As the full repeal of the “Don’t Ask Don’t Tell” rule approaches, details are emerging on the question of just what benefits gay spouses of military members can receive. And the answer is “not many.”
According to a story today at Military.com, gay spouses can expect to receive almost no benefits afforded other military spouses. The only exception seems to be surrounding some death benefits. Gay partners are permitted to be notified if a servicemember dies and named as beneficiary to death payouts. But all other military death benefits, such as base privileges, memorial help and even details of the death are denied, the story says.
The denials are based on a federal marriage act under which the Defense Department operates. That rule only recognizes marriage as between a man and a woman. Because of it spouse benefits are reserved for only those married to a person of the opposite sex – even if the marriage is recognized as legal in certain states.
For gay spouses this means no government ID cards, no help with military moves, no commissary, exchange or base recreation privileges, no Tricare, no BAH for lower married gay servicemembers, no sanctioned on-base housing, no dependent payouts, and no special joint duty assignments for those who are also in the service.

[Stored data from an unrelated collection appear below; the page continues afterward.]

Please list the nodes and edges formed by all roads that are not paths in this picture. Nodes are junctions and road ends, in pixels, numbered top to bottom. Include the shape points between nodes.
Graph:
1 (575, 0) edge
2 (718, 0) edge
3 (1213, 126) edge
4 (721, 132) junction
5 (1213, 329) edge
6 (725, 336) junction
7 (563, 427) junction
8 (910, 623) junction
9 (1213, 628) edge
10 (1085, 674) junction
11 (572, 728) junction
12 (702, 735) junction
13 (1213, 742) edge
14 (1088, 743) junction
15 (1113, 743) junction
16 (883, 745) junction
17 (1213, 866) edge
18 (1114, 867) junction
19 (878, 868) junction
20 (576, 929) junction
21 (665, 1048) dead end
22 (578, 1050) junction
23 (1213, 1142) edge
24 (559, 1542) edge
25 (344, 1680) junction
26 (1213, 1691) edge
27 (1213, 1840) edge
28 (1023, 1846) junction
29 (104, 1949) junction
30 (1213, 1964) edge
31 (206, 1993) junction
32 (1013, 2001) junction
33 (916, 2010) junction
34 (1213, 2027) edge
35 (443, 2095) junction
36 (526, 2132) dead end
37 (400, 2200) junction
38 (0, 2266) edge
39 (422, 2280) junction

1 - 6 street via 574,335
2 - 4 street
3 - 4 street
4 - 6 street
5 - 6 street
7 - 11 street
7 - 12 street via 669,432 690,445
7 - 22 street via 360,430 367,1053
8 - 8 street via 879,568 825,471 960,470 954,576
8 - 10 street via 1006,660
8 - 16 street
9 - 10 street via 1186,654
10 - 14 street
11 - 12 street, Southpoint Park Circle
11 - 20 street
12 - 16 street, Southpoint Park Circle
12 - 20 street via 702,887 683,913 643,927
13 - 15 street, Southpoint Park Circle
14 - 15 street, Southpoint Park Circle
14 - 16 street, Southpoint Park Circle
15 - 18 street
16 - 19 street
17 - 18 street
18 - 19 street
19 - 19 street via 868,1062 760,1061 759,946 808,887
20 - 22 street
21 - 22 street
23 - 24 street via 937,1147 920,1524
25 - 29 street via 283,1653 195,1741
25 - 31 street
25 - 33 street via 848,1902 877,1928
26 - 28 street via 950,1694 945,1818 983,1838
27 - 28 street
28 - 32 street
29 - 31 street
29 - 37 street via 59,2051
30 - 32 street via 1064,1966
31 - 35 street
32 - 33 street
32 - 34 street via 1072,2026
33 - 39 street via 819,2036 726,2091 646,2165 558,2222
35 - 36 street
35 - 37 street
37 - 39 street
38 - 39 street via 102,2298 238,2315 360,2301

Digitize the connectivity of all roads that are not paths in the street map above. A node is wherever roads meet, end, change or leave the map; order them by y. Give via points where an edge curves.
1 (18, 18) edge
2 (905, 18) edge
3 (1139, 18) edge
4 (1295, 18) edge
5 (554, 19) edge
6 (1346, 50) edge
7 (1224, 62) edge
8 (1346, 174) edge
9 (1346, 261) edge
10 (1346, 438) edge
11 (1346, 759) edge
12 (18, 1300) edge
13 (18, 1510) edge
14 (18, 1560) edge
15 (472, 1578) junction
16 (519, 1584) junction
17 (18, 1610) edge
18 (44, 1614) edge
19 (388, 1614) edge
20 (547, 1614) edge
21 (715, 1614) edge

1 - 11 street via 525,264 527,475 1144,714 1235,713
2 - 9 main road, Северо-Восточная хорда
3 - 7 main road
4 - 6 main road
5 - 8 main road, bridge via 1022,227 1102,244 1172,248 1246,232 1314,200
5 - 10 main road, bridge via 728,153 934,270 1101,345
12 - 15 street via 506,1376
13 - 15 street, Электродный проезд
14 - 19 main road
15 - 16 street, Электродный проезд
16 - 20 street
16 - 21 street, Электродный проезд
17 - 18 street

According to the story, DoD said these rules may be bent in some “hardship” circumstances. But critics say having rules that are only enforced for some is a recipe for disaster.
Without getting into a political discussion, tell us what you think. Gay spouses, just like girlfriends, boyfriends, fiancés, parents and other spouses, all experience the hardship of deployment and separation. Do you think these benefits rules are fair and, if not, what should change?